Quando perguntado a respeito de canis que vendem pets, Becari diz que em seu mundo ideal não existiria a comercialização de animais. Conta-nos, ainda, que existem pessoas muito radicais, que generalizam e consideram que todos os canis são ruins, afirmando serem exploradores e cruéis. Tal afirmação é impulsiva segundo Felipe, já que existem os canis que trabalham de forma digna. “Se alguém faz a afirmação de que os canis deveriam ser extintos, por serem contra o comércio, então essa pessoa também deveria ser a favor de uma fiscalização maior em todos os abrigos de animais, pois muitas vezes cresce muito rápido o número de pets resgatados e o abrigo acaba perdendo o controle dos resgates, podendo correr o risco de adquirir doenças e até mesmo tornar o espaço desconfortável para os animais que já estão acolhidos.

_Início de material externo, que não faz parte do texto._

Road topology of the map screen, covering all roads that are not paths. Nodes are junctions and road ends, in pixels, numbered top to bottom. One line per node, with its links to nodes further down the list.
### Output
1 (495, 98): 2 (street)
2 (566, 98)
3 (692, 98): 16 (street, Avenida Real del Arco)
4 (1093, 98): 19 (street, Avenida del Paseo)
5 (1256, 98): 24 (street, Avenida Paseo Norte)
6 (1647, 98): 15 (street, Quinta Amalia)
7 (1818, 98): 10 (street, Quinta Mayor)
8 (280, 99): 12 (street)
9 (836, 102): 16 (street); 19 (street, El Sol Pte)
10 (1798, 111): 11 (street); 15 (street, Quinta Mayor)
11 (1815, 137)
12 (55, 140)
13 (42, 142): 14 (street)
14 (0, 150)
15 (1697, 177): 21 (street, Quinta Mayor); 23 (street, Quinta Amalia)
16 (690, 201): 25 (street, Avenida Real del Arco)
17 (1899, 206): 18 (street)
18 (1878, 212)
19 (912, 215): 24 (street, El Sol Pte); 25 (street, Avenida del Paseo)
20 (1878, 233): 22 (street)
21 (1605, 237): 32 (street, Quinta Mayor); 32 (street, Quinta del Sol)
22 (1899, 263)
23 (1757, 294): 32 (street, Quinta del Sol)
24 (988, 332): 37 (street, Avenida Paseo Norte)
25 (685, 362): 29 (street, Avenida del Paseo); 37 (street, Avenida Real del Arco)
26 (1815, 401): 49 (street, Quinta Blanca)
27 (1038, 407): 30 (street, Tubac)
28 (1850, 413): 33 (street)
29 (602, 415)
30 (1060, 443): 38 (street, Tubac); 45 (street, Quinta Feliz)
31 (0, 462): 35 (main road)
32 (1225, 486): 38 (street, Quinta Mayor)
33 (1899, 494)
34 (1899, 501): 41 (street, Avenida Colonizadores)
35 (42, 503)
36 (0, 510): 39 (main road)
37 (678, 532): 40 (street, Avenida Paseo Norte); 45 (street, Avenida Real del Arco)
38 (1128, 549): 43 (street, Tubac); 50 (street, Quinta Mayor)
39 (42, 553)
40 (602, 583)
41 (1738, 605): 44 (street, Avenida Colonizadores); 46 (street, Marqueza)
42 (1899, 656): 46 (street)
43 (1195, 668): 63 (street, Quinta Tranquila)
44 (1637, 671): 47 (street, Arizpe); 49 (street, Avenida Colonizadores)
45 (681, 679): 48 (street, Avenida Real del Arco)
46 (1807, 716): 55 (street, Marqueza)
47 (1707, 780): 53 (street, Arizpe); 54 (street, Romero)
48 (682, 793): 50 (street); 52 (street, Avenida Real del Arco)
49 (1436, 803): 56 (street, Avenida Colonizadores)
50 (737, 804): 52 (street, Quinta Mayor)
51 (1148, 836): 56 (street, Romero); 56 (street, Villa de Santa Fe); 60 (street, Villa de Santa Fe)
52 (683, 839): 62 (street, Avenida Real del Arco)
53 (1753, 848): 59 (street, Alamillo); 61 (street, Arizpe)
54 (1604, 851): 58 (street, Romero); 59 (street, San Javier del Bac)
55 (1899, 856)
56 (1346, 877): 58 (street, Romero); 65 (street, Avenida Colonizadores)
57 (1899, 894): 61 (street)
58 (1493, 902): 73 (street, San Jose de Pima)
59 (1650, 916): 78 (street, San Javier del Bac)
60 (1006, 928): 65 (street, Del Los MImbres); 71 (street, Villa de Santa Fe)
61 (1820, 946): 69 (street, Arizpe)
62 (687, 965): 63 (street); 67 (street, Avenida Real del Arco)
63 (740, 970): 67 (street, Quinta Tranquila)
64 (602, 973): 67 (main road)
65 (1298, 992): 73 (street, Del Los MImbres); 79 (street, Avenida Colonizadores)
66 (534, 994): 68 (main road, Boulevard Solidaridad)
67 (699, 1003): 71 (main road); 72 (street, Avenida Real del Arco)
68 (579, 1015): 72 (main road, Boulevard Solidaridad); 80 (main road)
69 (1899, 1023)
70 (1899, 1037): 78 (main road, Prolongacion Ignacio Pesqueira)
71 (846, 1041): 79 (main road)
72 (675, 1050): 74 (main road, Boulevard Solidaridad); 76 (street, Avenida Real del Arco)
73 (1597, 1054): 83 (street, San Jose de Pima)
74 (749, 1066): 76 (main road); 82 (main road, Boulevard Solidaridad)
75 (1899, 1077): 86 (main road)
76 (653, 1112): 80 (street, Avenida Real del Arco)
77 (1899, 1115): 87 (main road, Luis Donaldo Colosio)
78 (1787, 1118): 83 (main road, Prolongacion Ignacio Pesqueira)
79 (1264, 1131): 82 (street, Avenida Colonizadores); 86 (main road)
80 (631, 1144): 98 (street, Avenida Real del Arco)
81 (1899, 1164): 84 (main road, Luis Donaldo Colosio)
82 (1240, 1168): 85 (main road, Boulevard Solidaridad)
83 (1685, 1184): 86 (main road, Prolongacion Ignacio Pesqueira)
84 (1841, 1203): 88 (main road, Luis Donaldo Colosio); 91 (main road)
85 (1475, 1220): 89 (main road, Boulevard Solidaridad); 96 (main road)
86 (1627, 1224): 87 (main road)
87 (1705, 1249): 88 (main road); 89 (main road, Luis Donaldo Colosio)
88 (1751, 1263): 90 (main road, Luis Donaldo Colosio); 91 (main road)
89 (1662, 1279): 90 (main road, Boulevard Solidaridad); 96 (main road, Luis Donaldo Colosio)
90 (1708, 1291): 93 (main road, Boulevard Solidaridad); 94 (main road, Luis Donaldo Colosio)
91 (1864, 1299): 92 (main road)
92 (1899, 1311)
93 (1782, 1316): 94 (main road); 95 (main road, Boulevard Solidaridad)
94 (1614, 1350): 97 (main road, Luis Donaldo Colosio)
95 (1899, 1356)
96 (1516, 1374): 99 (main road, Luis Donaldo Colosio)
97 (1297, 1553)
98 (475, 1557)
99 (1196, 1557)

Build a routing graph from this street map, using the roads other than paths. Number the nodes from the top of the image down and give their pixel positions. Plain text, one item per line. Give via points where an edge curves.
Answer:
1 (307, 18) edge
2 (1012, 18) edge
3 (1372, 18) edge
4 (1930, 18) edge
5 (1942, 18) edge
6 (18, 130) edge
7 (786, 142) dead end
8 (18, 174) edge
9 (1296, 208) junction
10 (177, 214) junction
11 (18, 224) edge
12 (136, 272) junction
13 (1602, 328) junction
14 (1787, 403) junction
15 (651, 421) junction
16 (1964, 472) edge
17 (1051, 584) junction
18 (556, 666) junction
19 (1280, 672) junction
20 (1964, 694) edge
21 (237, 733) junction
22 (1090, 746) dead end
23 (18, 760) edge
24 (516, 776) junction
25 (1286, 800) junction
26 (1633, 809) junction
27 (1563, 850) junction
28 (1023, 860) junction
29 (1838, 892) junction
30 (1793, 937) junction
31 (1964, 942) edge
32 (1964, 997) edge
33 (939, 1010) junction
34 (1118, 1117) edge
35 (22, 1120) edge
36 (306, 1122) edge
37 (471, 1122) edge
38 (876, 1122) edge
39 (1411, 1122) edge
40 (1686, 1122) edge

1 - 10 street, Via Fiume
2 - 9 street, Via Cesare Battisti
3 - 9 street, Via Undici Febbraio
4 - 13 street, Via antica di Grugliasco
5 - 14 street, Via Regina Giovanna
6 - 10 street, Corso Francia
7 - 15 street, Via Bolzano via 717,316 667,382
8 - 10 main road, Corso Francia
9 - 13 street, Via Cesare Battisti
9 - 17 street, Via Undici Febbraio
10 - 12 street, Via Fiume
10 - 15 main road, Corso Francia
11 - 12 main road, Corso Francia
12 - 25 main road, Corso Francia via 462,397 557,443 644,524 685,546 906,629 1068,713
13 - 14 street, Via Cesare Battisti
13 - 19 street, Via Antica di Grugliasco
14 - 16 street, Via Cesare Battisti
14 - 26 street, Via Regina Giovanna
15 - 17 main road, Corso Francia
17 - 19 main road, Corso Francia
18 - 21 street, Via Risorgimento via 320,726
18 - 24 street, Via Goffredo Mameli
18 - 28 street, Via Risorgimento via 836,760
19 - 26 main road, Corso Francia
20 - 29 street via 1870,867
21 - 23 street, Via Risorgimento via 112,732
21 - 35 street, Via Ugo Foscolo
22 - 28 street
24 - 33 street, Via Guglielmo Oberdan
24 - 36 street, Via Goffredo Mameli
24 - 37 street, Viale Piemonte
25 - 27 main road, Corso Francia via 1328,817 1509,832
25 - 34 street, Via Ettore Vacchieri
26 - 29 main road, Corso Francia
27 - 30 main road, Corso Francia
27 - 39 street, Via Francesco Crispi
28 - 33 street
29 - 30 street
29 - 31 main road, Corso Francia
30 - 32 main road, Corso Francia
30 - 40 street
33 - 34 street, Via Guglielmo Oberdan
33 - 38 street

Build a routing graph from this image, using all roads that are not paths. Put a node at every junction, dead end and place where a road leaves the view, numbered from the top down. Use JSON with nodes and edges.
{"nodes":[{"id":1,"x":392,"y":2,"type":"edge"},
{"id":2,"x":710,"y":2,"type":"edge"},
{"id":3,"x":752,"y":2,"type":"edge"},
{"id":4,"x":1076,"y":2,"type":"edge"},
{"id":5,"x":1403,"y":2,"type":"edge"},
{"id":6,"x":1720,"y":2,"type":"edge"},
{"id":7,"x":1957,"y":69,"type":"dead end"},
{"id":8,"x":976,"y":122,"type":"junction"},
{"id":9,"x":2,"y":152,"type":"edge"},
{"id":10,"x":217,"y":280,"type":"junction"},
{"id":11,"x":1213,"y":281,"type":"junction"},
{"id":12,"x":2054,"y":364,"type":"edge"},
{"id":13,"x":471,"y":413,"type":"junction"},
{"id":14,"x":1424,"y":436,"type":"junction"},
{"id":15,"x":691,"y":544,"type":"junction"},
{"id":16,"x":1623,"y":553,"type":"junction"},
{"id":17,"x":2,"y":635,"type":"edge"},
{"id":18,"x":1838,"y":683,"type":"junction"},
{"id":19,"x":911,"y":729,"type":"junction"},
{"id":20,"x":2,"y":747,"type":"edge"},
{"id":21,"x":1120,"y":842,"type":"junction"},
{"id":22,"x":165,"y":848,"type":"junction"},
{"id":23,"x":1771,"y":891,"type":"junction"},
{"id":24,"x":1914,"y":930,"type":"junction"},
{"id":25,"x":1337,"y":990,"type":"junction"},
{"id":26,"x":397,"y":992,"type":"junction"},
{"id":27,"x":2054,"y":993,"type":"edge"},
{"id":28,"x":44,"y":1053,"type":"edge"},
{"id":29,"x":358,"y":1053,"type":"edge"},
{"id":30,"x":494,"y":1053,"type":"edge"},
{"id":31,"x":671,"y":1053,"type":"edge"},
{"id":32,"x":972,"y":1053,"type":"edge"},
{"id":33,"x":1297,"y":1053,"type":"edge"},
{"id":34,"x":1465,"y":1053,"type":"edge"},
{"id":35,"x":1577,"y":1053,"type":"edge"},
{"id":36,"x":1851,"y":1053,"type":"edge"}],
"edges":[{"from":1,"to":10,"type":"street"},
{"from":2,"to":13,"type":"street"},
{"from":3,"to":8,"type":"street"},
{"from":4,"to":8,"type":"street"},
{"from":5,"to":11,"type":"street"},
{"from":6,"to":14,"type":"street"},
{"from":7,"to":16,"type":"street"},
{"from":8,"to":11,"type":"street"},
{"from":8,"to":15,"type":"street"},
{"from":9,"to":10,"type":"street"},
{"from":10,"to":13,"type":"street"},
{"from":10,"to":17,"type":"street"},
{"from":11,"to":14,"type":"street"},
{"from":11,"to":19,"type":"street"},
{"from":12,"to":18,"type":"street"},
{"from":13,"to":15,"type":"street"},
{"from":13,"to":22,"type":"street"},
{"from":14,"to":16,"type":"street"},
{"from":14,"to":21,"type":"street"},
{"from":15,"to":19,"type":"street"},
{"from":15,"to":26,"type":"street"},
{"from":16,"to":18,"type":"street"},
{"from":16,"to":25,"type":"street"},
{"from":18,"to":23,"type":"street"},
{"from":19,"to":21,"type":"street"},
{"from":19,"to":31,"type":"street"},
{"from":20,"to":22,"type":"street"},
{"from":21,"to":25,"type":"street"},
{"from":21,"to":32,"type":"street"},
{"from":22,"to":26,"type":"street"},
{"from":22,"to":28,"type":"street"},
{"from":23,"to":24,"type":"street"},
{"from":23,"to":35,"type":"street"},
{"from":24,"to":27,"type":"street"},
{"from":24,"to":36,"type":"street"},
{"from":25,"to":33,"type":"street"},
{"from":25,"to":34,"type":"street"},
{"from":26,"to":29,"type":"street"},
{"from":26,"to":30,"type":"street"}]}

Becari também expressou sua opinião a respeito dos canis brasileiros, afirmando: “No Brasil temos muitos canis regularizados e que fazem tudo correto. Então não seria justo generalizar, mesmo eu não sendo a favor de venda de animais, pois é uma prática legalizada. Eu, Felipe, tenho coerência em deixar a paixão de lado e pensar com a razão, ou vice-versa.”.

Existem até mesmo Fake News de pedidos de resgate, o que dificulta a veracidade dos fatos. Muitas pessoas compartilham pedidos de ajuda de casos antigos sem verificar antes, terceirizando a responsabilidade sem ter o mínimo de cuidado. Quando encontram um animal que precisa de ajuda, muitas pessoas, em vez de ajudar diretamente, levam a questão para um protetor, que na maioria das vezes já está sobrecarregado de casos para resolver. É preciso entender que eles já estão arcam com com as suas obrigações financeiras e não carregam a responsabilidade de salvar a todos e que qualquer pessoa pode ajudar, cuidando daquele animal até estar apto para adoção responsável.

Tentamos contato com a Polícia Civil Ambiental sobre o resgate de animais em canis clandestinos, porém não quis dar declarações oficiais.